Procession de la châsse de Sainte Geneviève : cérémonial

Procédant d’un cérémonial strict, les processions solennelles réunissaient, autour d’une même cause, le clergé, épiscopal et abbatial, les grands corps de l’Etat, la population de Paris. L’archevêque de Paris et l’abbé de Sainte-Geneviève ne pouvaient organiser de procession qu’à la suite d’un arrêt du Parlement les y autorisant expressément.
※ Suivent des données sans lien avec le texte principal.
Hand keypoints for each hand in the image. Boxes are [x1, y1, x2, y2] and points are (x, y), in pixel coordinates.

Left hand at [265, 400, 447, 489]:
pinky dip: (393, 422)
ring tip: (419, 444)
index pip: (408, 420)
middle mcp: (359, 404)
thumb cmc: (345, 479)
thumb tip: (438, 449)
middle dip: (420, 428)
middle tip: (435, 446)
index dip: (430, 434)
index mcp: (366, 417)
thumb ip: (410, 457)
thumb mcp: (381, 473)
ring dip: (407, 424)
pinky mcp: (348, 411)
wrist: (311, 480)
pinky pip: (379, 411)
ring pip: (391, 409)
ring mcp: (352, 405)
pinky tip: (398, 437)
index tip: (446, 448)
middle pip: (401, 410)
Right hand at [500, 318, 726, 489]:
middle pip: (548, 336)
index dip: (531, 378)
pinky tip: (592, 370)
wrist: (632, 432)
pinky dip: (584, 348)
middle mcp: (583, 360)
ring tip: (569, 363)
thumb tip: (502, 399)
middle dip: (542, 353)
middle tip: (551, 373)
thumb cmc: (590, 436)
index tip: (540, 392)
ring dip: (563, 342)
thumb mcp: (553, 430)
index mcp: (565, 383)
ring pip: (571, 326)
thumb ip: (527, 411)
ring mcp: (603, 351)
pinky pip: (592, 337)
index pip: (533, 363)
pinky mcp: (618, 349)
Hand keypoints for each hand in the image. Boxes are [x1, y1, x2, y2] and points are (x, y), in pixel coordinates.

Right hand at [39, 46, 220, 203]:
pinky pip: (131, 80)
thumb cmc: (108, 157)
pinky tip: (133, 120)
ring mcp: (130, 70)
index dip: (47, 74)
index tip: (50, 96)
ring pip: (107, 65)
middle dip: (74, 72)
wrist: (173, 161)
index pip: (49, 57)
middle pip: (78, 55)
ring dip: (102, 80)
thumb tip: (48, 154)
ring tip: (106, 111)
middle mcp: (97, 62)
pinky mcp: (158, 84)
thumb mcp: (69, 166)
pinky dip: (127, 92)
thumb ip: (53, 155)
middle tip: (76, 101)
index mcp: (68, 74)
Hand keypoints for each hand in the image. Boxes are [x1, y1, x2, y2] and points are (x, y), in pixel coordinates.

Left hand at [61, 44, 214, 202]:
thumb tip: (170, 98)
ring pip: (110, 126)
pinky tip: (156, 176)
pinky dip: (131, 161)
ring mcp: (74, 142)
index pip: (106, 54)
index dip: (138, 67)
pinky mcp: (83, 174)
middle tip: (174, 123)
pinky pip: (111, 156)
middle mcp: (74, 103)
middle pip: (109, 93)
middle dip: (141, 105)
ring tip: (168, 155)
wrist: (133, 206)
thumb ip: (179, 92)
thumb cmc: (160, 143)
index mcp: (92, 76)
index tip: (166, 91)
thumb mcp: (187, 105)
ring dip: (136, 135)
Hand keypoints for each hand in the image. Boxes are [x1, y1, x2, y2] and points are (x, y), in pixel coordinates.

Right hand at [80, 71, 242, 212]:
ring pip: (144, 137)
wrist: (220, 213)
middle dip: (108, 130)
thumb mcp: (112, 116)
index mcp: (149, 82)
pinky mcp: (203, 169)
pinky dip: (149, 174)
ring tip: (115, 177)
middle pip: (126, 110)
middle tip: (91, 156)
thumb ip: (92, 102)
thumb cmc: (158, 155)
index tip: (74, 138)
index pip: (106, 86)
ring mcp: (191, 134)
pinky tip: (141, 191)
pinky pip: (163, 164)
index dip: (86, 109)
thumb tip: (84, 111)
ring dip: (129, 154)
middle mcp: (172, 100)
Deux jours avant la procession, un jeûne général était ordonné, et la veille, au cours d’un office particulier, on procédait à la descente de la châsse de son piédestal au moyen de cordes et de poulies, scène évoquée dans l’estampe d’Abraham Bosse.

Après une oraison dite en l’église abbatiale, le cortège quittait l’abbaye Sainte-Geneviève selon un ordre protocolaire immuable. L’eau-forte de Nicolas Cochin, représentant la procession de 1652 ordonnée pour mettre fin aux troubles de la Fronde et rétablir la paix, est à ce sujet particulièrement instructive :

– en tête du cortège, les Augustins et les ordres mendiants (Cordeliers, Jacobins et Carmes),

– le clergé séculier de certaines églises parisiennes, avec leurs bannières et reliquaires (notamment ceux de saint Magloire, sainte Opportune, saint Honoré, saint Benoît),

– portée par les orfèvres, la châsse de saint Marcel,

– au cœur de la procession, les porteurs de la châsse de sainte Geneviève,

– suivis de l’abbé de Sainte-Geneviève et de ses religieux nus pieds,

– auxquels succèdent l’archevêque de Paris et les chanoines de Notre-Dame,

– enfin les membres des cours souveraines venus en habit de cérémonie : Parlement, Chambre des Comptes, Cour des Aides,

– en queue du cortège, le Gouverneur de Paris, les officiers de la Ville, suivis de la population.

 

A l’arrivée à Notre-Dame, une messe solennelle était chantée, puis la procession repartait vers l’abbaye, l’ordre protocolaire étant alors inversé. L’estampe exposée de Jean Lepautre gravée en 1679 en est une illustration.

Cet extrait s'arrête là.